When a line of the entries contains the word "roads", report that line.

Dataset content:
________
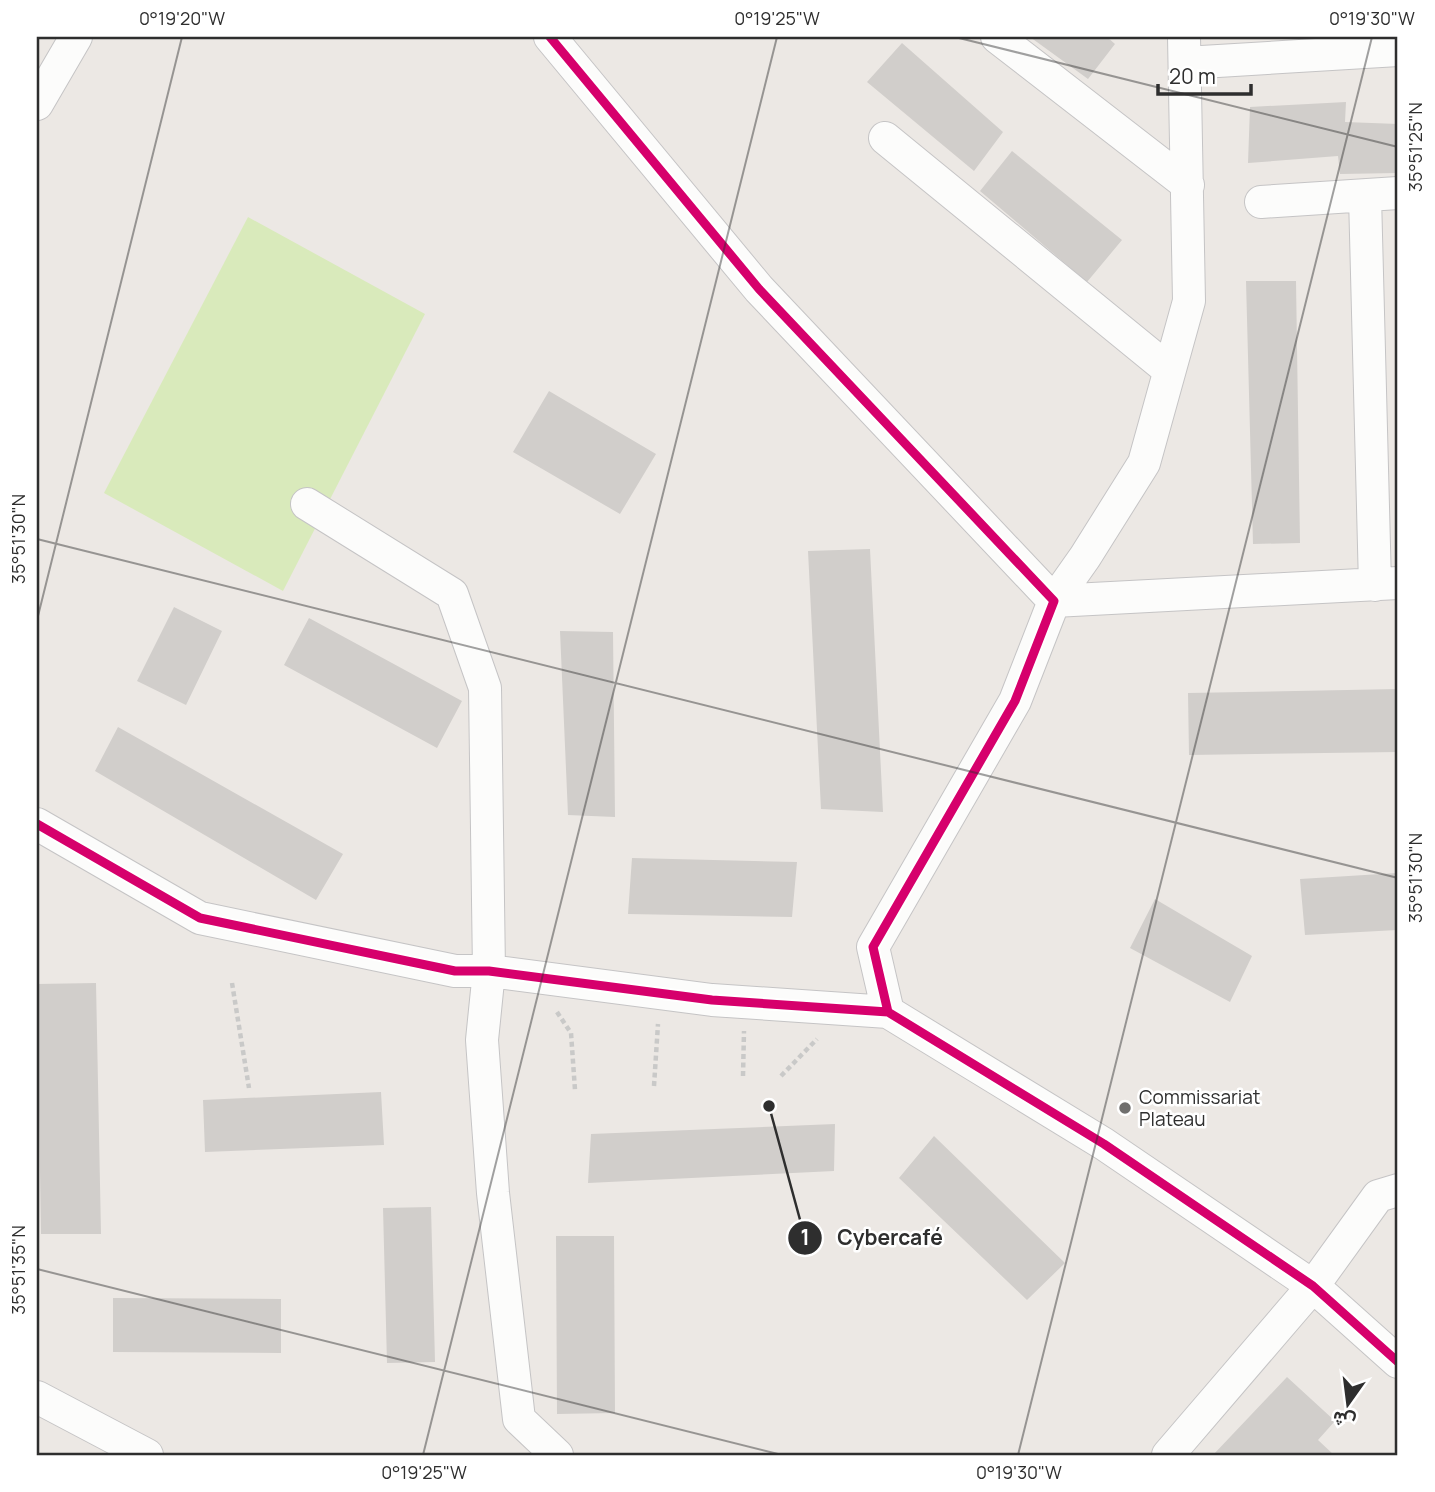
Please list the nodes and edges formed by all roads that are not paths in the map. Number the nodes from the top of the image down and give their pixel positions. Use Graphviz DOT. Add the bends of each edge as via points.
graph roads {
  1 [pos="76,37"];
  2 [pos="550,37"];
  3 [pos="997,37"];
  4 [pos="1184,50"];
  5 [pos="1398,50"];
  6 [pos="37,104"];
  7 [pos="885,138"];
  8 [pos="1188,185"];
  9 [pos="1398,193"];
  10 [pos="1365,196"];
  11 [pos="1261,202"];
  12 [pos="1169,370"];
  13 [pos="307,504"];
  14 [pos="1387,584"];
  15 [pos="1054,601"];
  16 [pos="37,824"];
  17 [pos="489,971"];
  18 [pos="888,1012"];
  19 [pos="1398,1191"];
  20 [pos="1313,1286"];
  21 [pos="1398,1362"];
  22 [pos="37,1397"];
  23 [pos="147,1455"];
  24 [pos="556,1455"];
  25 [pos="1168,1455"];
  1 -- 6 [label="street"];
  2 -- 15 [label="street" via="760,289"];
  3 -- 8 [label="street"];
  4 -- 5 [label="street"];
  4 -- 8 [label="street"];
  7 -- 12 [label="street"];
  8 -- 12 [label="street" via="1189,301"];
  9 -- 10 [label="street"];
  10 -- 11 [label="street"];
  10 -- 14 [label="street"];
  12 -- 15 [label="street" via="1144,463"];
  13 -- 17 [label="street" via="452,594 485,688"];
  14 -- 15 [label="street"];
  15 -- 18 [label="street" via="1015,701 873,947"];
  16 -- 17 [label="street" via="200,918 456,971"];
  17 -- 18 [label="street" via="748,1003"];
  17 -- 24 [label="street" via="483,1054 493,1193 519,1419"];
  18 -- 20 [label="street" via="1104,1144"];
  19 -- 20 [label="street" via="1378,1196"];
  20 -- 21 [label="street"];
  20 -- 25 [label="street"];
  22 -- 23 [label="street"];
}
________
Answer area:
Please list the nodes and edges formed by all roads that are not paths in the map. Number the nodes from the top of the image down and give their pixel positions. Use Graphviz DOT. Add the bends of each edge as via points.
graph roads {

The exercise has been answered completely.